# Shopping for new RV/Camper - Please Read!!



## salty redneck (Jan 20, 2012)

Please don't make the same mistake I did.......if you value your sanity and hard earned money, DO NOT buy an RV or camper from [email protected] W0rld in Katy. This has been the most excruciating purchase in my life. To say their "customer service" sucks would be to imply that they had any in the first place. Oh they will kiss your posterior when you are wanting to buy a new RV, but getting warranty work/repairs done after you sign on the dotted line........well let's just say that if I go to hell, it's gonna be from cussing them. So many problems with poor service I just started ordering parts myself and fixing items that should have been done under warranty. Two years now and haven't called them until a broken window forced me to call about ordering a replacement. They called me back yesterday. Problem is I called them a month ago.........a freakin' month, and they are just getting around to calling me back?? Then when I express my dis-satisfaction with their timeliness, they cop an attitude with me. I spent $85K+ on a toy hauler, and can't even get the respect of a phone call to notify me they are too busy to help me. I wouldn't send someone to buy there that I didn't even like. BTW this is my 4th camper in over 20 years of camping, and never have seen such arrogance and disrespect for the customer. Go to Camper City in Victoria if you are close enough. I've bought two there, and the Merklingers are awesome people, who stand behind the products they sell and live in the community they serve. If that's too far, find a small family owned business, even if you have to spend a little more. You'll thank me when it's time to get it worked on, and trust me, you'll need to have it worked on............campers are worse than boats!! LOL


----------



## Txredfish (Oct 27, 2010)

I have heard the same about Camping World RV purchase. Does not matter where.
Must be corporate policy. Just sell, don't worry about customers.


----------



## Don Smith (Nov 24, 2007)

Camping Worlds reputation for bad service is well known throughout the RV community. It all comes down from the top. Their CEO has expressed his dislike for RV'ers several times. I respect his wishes and take my business elsewhere.


----------



## StinkBait (May 31, 2004)

If this was your first RV purchase I would cut you some slack, but with all due respect, and I do mean all due respect......did you not do ANY research on CW before you dropped 85k with them? Here is what I found after doing a less than 5 second search on Google. This right here would have steered me clear of that dump. Sadly, this is par for the course for this company across the US, this is SOP for most of their locations.


----------



## StinkBait (May 31, 2004)

Anyways, here is some advice for you. Most people don't know this but you can take your RV to any independent shop that is certified to do warranty work on your brand. Here is a place that I use while under warranty so I don't have to jack with a dealer.
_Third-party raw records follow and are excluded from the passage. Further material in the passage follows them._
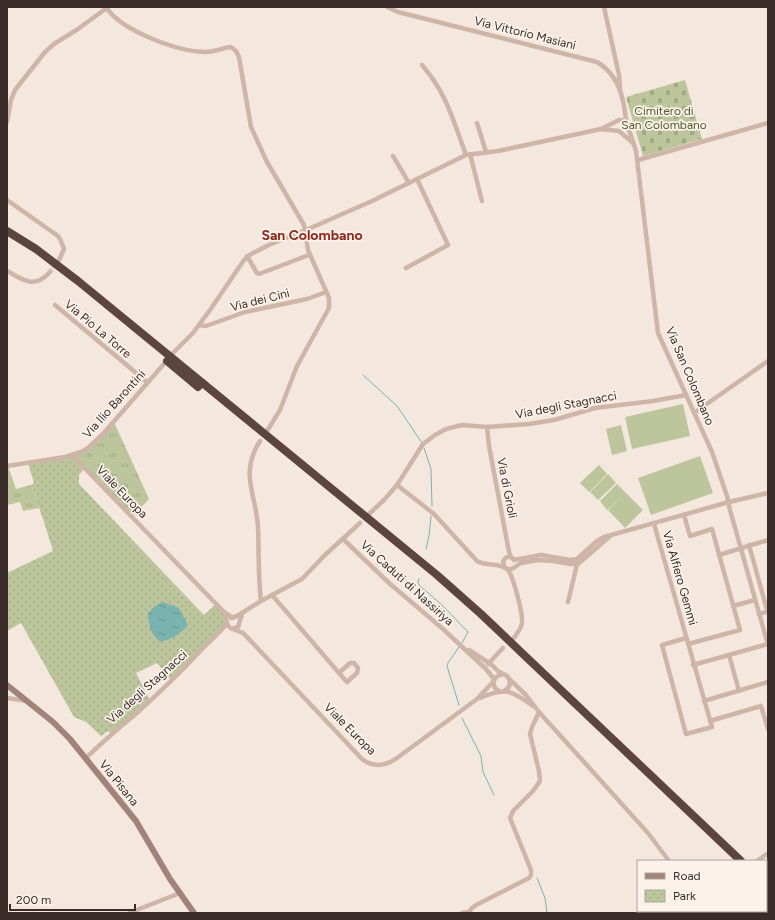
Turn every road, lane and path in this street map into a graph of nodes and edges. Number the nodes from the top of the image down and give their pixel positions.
1 (107, 7) edge
2 (387, 7) edge
3 (604, 7) edge
4 (616, 62) junction
5 (422, 65) dead end
6 (610, 72) junction
7 (619, 75) junction
8 (613, 76) junction
9 (620, 90) junction
10 (624, 114) junction
11 (618, 121) junction
12 (7, 122) edge
13 (477, 123) dead end
14 (768, 123) edge
15 (628, 124) junction
16 (601, 129) junction
17 (619, 131) junction
18 (633, 143) junction
19 (486, 152) junction
20 (468, 154) junction
21 (393, 156) dead end
22 (638, 160) junction
23 (417, 179) junction
24 (409, 183) junction
25 (7, 200) edge
26 (482, 201) dead end
27 (306, 230) junction
28 (7, 231) edge
29 (7, 237) edge
30 (309, 255) junction
31 (247, 256) junction
32 (60, 260) tunnel mouth
33 (406, 268) dead end
34 (7, 271) edge
35 (49, 273) tunnel mouth
36 (326, 292) junction
37 (55, 305) dead end
38 (199, 325) junction
39 (173, 354) dead end
40 (768, 361) edge
41 (163, 365) dead end
42 (147, 382) junction
43 (686, 395) junction
44 (694, 413) junction
45 (487, 427) junction
46 (267, 431) dead end
47 (260, 441) dead end
48 (72, 455) junction
49 (7, 466) edge
50 (397, 485) junction
51 (768, 493) edge
52 (729, 502) junction
53 (369, 514) dead end
54 (684, 515) junction
55 (360, 523) dead end
56 (654, 524) junction
57 (343, 539) junction
58 (768, 540) edge
59 (749, 545) junction
60 (741, 548) junction
61 (509, 552) junction
62 (719, 555) junction
63 (513, 558) junction
64 (504, 559) junction
65 (577, 561) junction
66 (495, 564) junction
67 (514, 567) junction
68 (506, 568) junction
69 (511, 574) junction
70 (272, 595) junction
71 (755, 600) junction
72 (261, 601) junction
73 (568, 602) dead end
74 (733, 606) junction
75 (224, 612) junction
76 (242, 614) junction
77 (759, 614) junction
78 (234, 618) junction
79 (227, 622) junction
80 (239, 623) junction
81 (232, 629) junction
82 (222, 630) junction
83 (243, 633) junction
84 (686, 638) junction
85 (513, 639) dead end
86 (688, 644) junction
87 (768, 644) edge
88 (503, 648) dead end
89 (496, 655) junction
90 (729, 655) junction
91 (482, 662) junction
92 (489, 663) junction
93 (693, 665) junction
94 (494, 666) junction
95 (486, 669) junction
96 (339, 673) junction
97 (503, 674) junction
98 (508, 678) junction
99 (494, 680) junction
100 (768, 682) edge
101 (7, 685) edge
102 (502, 691) junction
103 (739, 691) junction
104 (7, 698) edge
105 (477, 699) junction
106 (27, 701) junction
107 (704, 701) junction
108 (538, 711) junction
109 (710, 721) junction
110 (768, 729) edge
111 (85, 759) junction
112 (768, 854) edge
113 (668, 860) edge
114 (732, 860) edge
115 (740, 860) edge
116 (759, 860) edge
117 (180, 893) junction
118 (469, 912) edge
119 (129, 913) edge
120 (194, 913) edge
121 (462, 913) edge

1 - 12 street
1 - 27 street
2 - 6 street, Via Vittorio Masiani
3 - 4 street
4 - 6 street
4 - 7 street
5 - 20 street
6 - 8 street, Via Vittorio Masiani
7 - 8 street
7 - 9 street
8 - 9 street, Via Vittorio Masiani
9 - 10 street, Via San Colombano
10 - 11 street
10 - 15 street, Via San Colombano
11 - 15 street
11 - 16 street
11 - 17 street
13 - 19 street
14 - 22 street
15 - 17 street
15 - 18 street, Via San Colombano
16 - 17 street
16 - 19 street
17 - 18 street
18 - 22 street, Via San Colombano
19 - 20 street
20 - 23 street
20 - 26 street
21 - 24 street
22 - 43 street, Via San Colombano
23 - 24 street
23 - 33 street
24 - 27 street
25 - 32 street
27 - 30 street
27 - 31 street
28 - 115 highway
29 - 114 highway
30 - 31 street
30 - 36 street
31 - 38 street
34 - 35 street
36 - 38 street, Via dei Cini
36 - 46 street
37 - 42 street, Via Pio La Torre
38 - 39 street
40 - 44 street
41 - 42 street, Via Ilio Barontini
42 - 48 street, Via Ilio Barontini
43 - 44 street, Via San Colombano
43 - 45 street, Via degli Stagnacci
44 - 52 street, Via San Colombano
45 - 50 street, Via degli Stagnacci
45 - 61 street, Via di Grioli
47 - 72 street
48 - 49 street, Via Ilio Barontini
48 - 75 street, Viale Europa
50 - 53 street, Via degli Stagnacci
50 - 66 street
51 - 52 street
52 - 54 street, Via Alfiero Gemmi
52 - 60 street, Via San Colombano
54 - 56 street, Via Alfiero Gemmi
54 - 62 street
55 - 57 street, Via degli Stagnacci
56 - 65 street, Via Alfiero Gemmi
56 - 84 street, Via Alfiero Gemmi
57 - 70 street, Via degli Stagnacci
57 - 91 street, Via Caduti di Nassiriya
58 - 59 street
59 - 60 street
59 - 77 street
60 - 62 street
60 - 71 street, Via San Colombano
61 - 63 street, Via di Grioli
61 - 64 street
62 - 74 street
63 - 64 street
63 - 65 street
63 - 67 street
64 - 66 street
64 - 68 street
65 - 67 street
65 - 73 street
66 - 68 street
67 - 68 street
67 - 69 street
68 - 69 street
69 - 85 street
70 - 72 street, Via degli Stagnacci
70 - 96 street
71 - 74 street
71 - 77 street, Via San Colombano
72 - 76 street, Via degli Stagnacci
74 - 86 street
75 - 78 street, Viale Europa
75 - 79 street, Viale Europa
76 - 78 street, Via degli Stagnacci
76 - 80 street
77 - 87 street, Via San Colombano
78 - 79 street, Via degli Stagnacci
78 - 80 street
79 - 81 street
79 - 82 street, Via degli Stagnacci
80 - 81 street
80 - 83 street, Viale Europa
81 - 82 street
81 - 83 street, Viale Europa
82 - 111 street, Via degli Stagnacci
83 - 105 street, Viale Europa
84 - 86 street, Via Alfiero Gemmi
84 - 109 street, Via Alfiero Gemmi
86 - 93 street, Via Alfiero Gemmi
87 - 90 street
88 - 89 street
89 - 92 street
89 - 94 street
90 - 93 street
90 - 103 street
91 - 92 street, Via Caduti di Nassiriya
91 - 95 street, Via Caduti di Nassiriya
92 - 94 street, Via Caduti di Nassiriya
92 - 95 street
93 - 107 street, Via Alfiero Gemmi
94 - 97 street, Via Caduti di Nassiriya
95 - 99 street, Via Caduti di Nassiriya
96 - 96 street
97 - 98 street
97 - 99 street
98 - 102 street
98 - 108 street
99 - 102 street
99 - 105 street, Viale Europa
100 - 103 street
101 - 106 main road, Via Pisana
102 - 105 street, Viale Europa
102 - 108 street
103 - 107 street
104 - 106 street
106 - 111 main road, Via Pisana
107 - 109 street, Via Alfiero Gemmi
108 - 113 street
108 - 118 street
109 - 110 street
111 - 117 main road, Via Pisana
112 - 116 street
117 - 119 street
117 - 120 main road, Via Pisana
118 - 121 street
http://www.rvmastersinc.com/

And here is a list of reviews for RV repair facilities. 
http://www.rvservicereviews.com/Sta...D=&ZipCode=&Miles=&SearchState=&KeywordState=


----------



## redexpress (Apr 5, 2010)

Don't go next door to Holiday World expecting anything different. They can't find their rear end with both hands. Unless of course something has changed in the last year. 
I use an independent shop. Find one that is authorized service/warranty for your brands of appliances. They can do warranty repairs on it better than the dealer anyway. 
But my understanding is the dealer is the only one that can do warranty work on the structure itself. Maybe if you have a brand that has no local dealer you might work a deal with the manufacturer to have an independent shop work on it.
On the Keystone RV forum there is a CW in west Texas that gets good reviews. I think there is a mix of franchised and company owned CW's, so you pays your money and you takes your chance.
We may buy another RV and I would have no problem buying from Holiday World or CW, but based on what I have experienced, I wouldn't return there for any service. I would pay out of pocket unless it was major.
We're on the east side and have used Channelview RV on I-10 for 30 years. Good people.


----------



## boom! (Jul 10, 2004)

salty ******* said:


> Please don't make the same mistake I did.......if you value your sanity and hard earned money, DO NOT buy an RV or camper from [email protected] W0rld in Katy. This has been the most excruciating purchase in my life. To say their "customer service" sucks would be to imply that they had any in the first place. Oh they will kiss your posterior when you are wanting to buy a new RV, but getting warranty work/repairs done after you sign on the dotted line........well let's just say that if I go to hell, it's gonna be from cussing them. So many problems with poor service I just started ordering parts myself and fixing items that should have been done under warranty. Two years now and haven't called them until a broken window forced me to call about ordering a replacement. They called me back yesterday. Problem is I called them a month ago.........a freakin' month, and they are just getting around to calling me back?? Then when I express my dis-satisfaction with their timeliness, they cop an attitude with me. I spent $85K+ on a toy hauler, and can't even get the respect of a phone call to notify me they are too busy to help me. I wouldn't send someone to buy there that I didn't even like. BTW this is my 4th camper in over 20 years of camping, and never have seen such arrogance and disrespect for the customer. Go to Camper City in Victoria if you are close enough. I've bought two there, and the Merklingers are awesome people, who stand behind the products they sell and live in the community they serve. If that's too far, find a small family owned business, even if you have to spend a little more. You'll thank me when it's time to get it worked on, and trust me, you'll need to have it worked on............campers are worse than boats!! LOL


If you had a great experience in Victoria, why change dealerships?


----------



## scwine (Sep 7, 2006)

I've heard about some very unfortunate dealings with that place.


----------



## detnight (Jan 31, 2012)

Isn't the CEO the one who said if you voted for Trump he does not need your business.


----------



## Txredfish (Oct 27, 2010)

If the CW CEO does not like RV people why is he in that type of business? Wrong CEO in charge? RV people pays his salary with purchase. No selling RV or parts to RV people, no job. I guess he just likes the dollar.


----------